Fister made four rehab starts over the last three weeks, building up his arm as though he was still in spring training. But his pitch total last week with Class AA Harrisburg was only 76. The Nationals will let him extend beyond that tonight, but not to drastic levels. It would be a surprise if Fister winds up throwing more than 90 pitches against the Athletics.
It won’t be surprising if the veteran hurler struggles somewhat with his command. At his best, Fister pounds the bottom half of the strike zone with sinkers, never giving in to opposing batters, forcing them to take hacks at his well-placed pitches.

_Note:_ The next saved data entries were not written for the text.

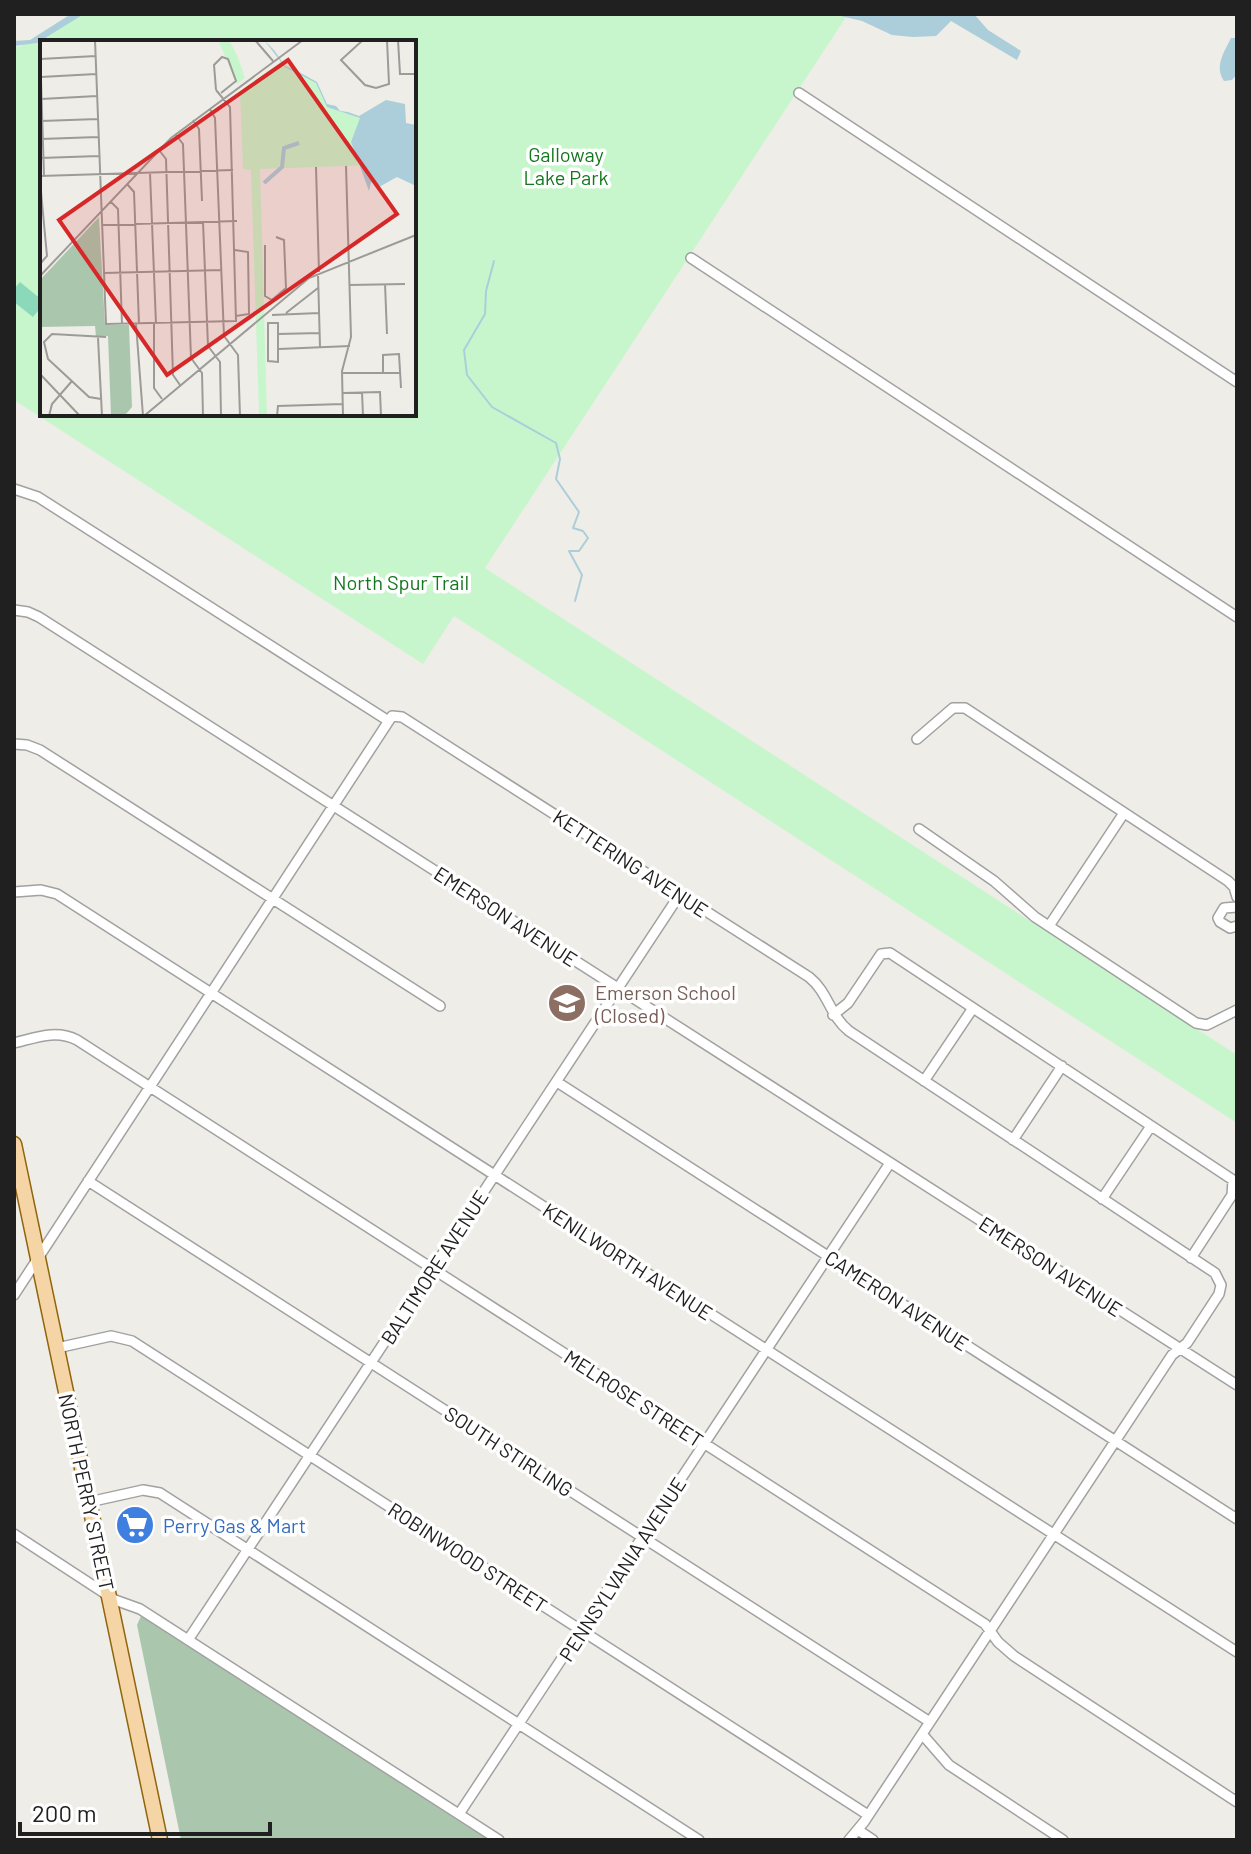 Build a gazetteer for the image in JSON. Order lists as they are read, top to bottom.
{
  "streets": {
    "main road": ["NORTH PERRY STREET"],
    "street": [
      "KETTERING AVENUE",
      "EMERSON AVENUE",
      "KENILWORTH AVENUE",
      "BALTIMORE AVENUE",
      "CAMERON AVENUE",
      "MELROSE STREET",
      "SOUTH STIRLING",
      "ROBINWOOD STREET",
      "PENNSYLVANIA AVENUE"
    ]
  },
  "crossings": [
    ["KETTERING AVENUE", "EMERSON AVENUE"],
    ["KETTERING AVENUE", "BALTIMORE AVENUE"],
    ["EMERSON AVENUE", "BALTIMORE AVENUE"],
    ["EMERSON AVENUE", "PENNSYLVANIA AVENUE"],
    ["KENILWORTH AVENUE", "BALTIMORE AVENUE"],
    ["KENILWORTH AVENUE", "PENNSYLVANIA AVENUE"],
    ["BALTIMORE AVENUE", "CAMERON AVENUE"],
    ["BALTIMORE AVENUE", "MELROSE STREET"],
    ["BALTIMORE AVENUE", "SOUTH STIRLING"],
    ["BALTIMORE AVENUE", "ROBINWOOD STREET"],
    ["CAMERON AVENUE", "PENNSYLVANIA AVENUE"],
    ["MELROSE STREET", "PENNSYLVANIA AVENUE"],
    ["SOUTH STIRLING", "PENNSYLVANIA AVENUE"],
    ["NORTH PERRY STREET", "ROBINWOOD STREET"],
    ["ROBINWOOD STREET", "PENNSYLVANIA AVENUE"]
  ],
  "parks": ["Galloway Lake Park", "North Spur Trail"],
  "places": {
    "school or university": ["Emerson School (Closed)"],
    "supermarket": ["Perry Gas & Mart"]
  },
  "scale_bar": "200 m"
}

Will Fister’s command be as sharp tonight as it would had he been pitching for the last month-plus? It’s possible, but it’s not probable.
One thing playing in his favor: Fister will be pitching in a familiar setting, not to mention close to home. His hometown of Merced, Calif., is a mere 114 miles to the southeast of Oakland, where he has pitched many times and enjoyed success. In six career starts at O.co Coliseum, Fister owns a 2.41 ERA.
Fister will get to make two starts on this West Coast trip, also scheduled to pitch Wednesday’s series finale in Arizona. By the time the Nationals return to D.C., we’ll have gotten a real good look at him. And he’ll have had time to begin to establish his identity with his new club.
It may be happening five weeks later than planned, but the Nationals are about to find out whether their biggest offseason acquisition was worth it.